Parliament and Cabinet
Clarke sought election to the House of Commons almost immediately after university. He cut his teeth by fighting the Labour stronghold of Mansfield in the 1964 and 1966 elections. In June 1970, at the age of 29, he gained the East Midlands constituency of Rushcliffe, south of Nottingham, from Labour MP Tony Gardner. Labour has never come close to winning the seat since, but Gardner's 1966 victory was partly due to the unpopular sitting Tory MP whom he defeated. Clarke has sat for Rushcliffe (on changed boundaries) ever since, making him by 2005 one of the longest serving of all MPs.
He was soon appointed a Government whip - from 1972 to 1974 - where he helped ensure that the Heath administration won key votes on entry to the European Community with the assistance of Labour rebels. Even though he opposed the election of Margaret Thatcher as party leader in 1975, he was appointed as her industry spokesman from 1976 to 1979, and then occupied a wide range of ministerial positions during her premiership, from 1979 onwards. He was made a QC in 1980.
Clarke's served as junior transport minister, and then as Minister of State for Health (1982-85). He joined the Cabinet as Paymaster General and Employment Minister (1985-87) (his Secretary of State, Lord Young, was in the Lords), and served as Chancellor of the Duchy of Lancaster and Minister at the DTI (1987-88), with responsibility for the Inner Cities ("because," as one wag put it, "he looked like he lived in one"). He was appointed Health Secretary in 1988, introducing the 'internal market' concept in the NHS, before being appointed Education Secretary in the final weeks of Thatcher's government, in the reshuffle caused by Sir Geoffrey Howe's resignation (the job had been offered to Norman Tebbit, who declined to return to the Cabinet). He was famously the first Cabinet minister to advise Thatcher to resign after her inadequate first-round performance in the November 1990 leadership contest; she referred to him in her memoirs as a "candid friend". He supported Douglas Hurd in the next round.
Despite the victory of John Major in that contest, he came to work with Thatcher's successor very closely, and quickly emerged as a central figure in his government.
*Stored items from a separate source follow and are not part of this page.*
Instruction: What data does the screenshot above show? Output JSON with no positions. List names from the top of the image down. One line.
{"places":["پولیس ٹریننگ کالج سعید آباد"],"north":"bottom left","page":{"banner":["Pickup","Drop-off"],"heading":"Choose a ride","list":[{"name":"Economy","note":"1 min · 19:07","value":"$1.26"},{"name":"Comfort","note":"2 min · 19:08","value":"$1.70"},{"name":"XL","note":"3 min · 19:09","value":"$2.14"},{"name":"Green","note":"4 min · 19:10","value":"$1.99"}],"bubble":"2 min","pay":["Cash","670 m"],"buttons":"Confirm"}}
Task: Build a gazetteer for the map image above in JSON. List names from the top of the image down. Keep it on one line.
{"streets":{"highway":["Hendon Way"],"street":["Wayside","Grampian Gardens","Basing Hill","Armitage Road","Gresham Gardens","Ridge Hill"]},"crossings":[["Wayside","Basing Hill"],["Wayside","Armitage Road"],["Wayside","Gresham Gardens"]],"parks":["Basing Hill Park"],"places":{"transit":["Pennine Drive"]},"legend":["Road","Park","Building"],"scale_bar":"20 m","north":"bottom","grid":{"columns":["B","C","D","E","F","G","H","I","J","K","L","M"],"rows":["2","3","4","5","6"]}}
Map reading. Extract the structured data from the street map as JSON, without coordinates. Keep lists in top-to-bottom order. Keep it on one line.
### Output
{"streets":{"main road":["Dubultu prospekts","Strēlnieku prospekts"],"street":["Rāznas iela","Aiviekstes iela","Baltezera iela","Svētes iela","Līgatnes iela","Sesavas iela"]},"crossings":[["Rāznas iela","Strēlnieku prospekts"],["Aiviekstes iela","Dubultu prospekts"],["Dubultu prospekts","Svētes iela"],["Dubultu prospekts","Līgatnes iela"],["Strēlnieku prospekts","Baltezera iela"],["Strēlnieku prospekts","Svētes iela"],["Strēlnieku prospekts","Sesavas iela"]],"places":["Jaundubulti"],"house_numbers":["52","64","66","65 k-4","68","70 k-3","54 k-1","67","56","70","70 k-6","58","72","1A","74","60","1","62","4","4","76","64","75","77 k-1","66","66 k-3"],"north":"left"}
After continuing as Education Secretary (1990-92), where he introduced a number of reforms, he was appointed as Home Secretary in the wake of the Conservatives' unexpected victory at the 1992 general election. In May 1993, seven months after the impact of 'Black Wednesday' had terminally damaged the credibility of Norman Lamont as Chancellor of the Exchequer, Major forced Lamont to resign from that office and appointed Clarke in his place.
At first Clarke was seen as the dominant figure in the Cabinet, and at the October 1993 Conference he "defended" Major from his critics by announcing "Any Enemy of John Major is an Enemy of Mine" in a manner widely seen as overbearing. However the re-emerge of Michael Heseltine in 1994 diminished this position, as did the defeat of Clarke's Budget in the autumn of 1994; by the time of the Redwood leadership challenge in June 1995 there were even rumours (always denied) that Major had offered the Exchequer to Heseltine.
Clarke enjoyed an increasingly successful record as Chancellor, as the economy recovered from the recession of the early 1990s and a new monetary policy was put into effect after Black Wednesday. He was able to reduce the basic rate of Income Tax from 25 to 23%, as well as reduce the share of GDP consumed by government spending, and halve the budget deficit[citation needed].
Differences of opinion within the Cabinet on European policy, on which Clarke was one of the leading pro-Europeans, complicated his tenure as Chancellor. Whereas other ministers such as Malcolm Rifkind wished to imply that British euro membership was unlikely, Clarke fought successfully to maintain the possibility that Britain might join a European single currency under a Conservative government, but conceded that such a move could only take place on the basis of a referendum. When the 'Eurosceptic' Party Chairman, Brian Mawhinney, (allegedly) briefed against him, on one occasion, Clarke memorably declared: "Tell your kids to get their scooters off my lawn" - an allusion to Harold Wilson's rebuke of trade union leader Hugh Scanlon in the late 1960s.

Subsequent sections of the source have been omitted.